------ DATASET EXTRACT ------
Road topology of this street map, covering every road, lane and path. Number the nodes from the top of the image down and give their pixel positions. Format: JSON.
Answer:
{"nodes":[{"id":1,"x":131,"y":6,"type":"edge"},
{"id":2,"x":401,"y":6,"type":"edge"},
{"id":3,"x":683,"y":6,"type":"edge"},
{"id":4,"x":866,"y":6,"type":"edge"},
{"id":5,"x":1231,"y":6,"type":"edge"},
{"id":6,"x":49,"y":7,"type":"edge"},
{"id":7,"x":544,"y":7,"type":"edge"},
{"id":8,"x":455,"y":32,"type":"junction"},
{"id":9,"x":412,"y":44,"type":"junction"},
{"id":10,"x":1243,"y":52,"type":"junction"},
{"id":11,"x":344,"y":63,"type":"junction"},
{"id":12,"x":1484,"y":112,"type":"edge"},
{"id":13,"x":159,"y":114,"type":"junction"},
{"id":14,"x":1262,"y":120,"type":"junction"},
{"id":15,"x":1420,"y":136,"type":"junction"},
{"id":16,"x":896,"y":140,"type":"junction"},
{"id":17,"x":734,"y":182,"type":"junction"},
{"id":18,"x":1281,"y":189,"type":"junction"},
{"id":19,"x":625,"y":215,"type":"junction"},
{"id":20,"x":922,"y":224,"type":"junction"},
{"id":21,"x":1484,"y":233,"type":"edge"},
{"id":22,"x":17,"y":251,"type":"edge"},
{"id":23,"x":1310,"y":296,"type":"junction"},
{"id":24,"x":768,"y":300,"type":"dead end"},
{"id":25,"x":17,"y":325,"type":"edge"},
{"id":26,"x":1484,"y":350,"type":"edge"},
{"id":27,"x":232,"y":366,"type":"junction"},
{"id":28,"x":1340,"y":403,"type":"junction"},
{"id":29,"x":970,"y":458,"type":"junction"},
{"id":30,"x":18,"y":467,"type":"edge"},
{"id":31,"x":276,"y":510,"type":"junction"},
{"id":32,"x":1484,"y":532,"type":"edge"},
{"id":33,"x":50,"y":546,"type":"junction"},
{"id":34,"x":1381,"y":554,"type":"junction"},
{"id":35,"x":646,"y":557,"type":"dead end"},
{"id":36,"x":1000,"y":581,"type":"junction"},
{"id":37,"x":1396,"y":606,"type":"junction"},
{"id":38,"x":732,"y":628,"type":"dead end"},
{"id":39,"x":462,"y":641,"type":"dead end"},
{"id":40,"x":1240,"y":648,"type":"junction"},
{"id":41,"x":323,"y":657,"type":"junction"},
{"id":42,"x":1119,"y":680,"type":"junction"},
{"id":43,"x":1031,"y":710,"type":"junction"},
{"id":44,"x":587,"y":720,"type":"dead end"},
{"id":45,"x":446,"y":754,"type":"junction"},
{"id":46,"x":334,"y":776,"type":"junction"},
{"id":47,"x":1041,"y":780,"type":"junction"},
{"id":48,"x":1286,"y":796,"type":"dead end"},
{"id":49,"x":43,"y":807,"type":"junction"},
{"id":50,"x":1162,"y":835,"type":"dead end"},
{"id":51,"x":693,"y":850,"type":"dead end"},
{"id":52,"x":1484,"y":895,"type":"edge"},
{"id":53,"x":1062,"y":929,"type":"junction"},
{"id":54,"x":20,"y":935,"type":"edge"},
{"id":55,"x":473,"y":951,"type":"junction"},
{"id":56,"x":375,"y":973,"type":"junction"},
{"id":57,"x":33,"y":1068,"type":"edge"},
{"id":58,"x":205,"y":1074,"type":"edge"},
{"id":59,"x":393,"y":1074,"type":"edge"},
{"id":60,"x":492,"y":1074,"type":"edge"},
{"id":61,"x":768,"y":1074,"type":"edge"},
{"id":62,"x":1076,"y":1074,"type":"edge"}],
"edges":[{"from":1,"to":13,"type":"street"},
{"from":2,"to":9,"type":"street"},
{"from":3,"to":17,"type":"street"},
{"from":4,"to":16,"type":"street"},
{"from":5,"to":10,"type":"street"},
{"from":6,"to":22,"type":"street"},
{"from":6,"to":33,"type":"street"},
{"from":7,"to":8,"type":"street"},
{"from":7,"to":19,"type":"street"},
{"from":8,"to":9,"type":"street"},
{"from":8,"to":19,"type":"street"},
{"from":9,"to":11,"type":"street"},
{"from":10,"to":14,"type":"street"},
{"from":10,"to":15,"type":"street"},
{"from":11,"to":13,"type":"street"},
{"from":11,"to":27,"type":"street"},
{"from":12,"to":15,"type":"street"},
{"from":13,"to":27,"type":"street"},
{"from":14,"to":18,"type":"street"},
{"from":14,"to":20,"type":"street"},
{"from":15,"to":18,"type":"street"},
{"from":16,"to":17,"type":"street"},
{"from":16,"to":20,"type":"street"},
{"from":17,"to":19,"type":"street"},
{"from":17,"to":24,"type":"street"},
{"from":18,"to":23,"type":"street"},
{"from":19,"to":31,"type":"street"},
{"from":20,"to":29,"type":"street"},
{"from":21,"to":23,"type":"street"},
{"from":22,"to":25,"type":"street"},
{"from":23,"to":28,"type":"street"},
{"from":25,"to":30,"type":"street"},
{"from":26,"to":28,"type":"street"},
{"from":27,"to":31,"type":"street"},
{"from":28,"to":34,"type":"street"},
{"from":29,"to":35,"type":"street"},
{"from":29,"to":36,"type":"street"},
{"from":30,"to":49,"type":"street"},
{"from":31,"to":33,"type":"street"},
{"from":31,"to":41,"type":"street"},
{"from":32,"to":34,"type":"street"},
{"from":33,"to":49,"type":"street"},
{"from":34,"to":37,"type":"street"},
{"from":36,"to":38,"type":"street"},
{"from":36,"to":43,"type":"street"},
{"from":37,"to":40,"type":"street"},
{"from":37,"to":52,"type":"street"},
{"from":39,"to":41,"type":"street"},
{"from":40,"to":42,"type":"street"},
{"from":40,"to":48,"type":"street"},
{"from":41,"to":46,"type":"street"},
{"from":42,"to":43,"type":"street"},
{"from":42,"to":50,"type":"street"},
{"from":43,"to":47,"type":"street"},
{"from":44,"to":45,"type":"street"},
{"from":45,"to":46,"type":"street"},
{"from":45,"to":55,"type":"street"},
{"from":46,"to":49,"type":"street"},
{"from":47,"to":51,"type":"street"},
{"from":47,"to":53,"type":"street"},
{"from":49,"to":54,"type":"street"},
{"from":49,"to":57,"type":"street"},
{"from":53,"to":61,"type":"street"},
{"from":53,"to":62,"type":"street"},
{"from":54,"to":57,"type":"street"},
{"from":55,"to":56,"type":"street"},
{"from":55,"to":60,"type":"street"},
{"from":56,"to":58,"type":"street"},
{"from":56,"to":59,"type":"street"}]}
------
Your answer should consist of each line of the data above in which the word "dead" occurs.

{"id":24,"x":768,"y":300,"type":"dead end"},
{"id":35,"x":646,"y":557,"type":"dead end"},
{"id":38,"x":732,"y":628,"type":"dead end"},
{"id":39,"x":462,"y":641,"type":"dead end"},
{"id":44,"x":587,"y":720,"type":"dead end"},
{"id":48,"x":1286,"y":796,"type":"dead end"},
{"id":50,"x":1162,"y":835,"type":"dead end"},
{"id":51,"x":693,"y":850,"type":"dead end"},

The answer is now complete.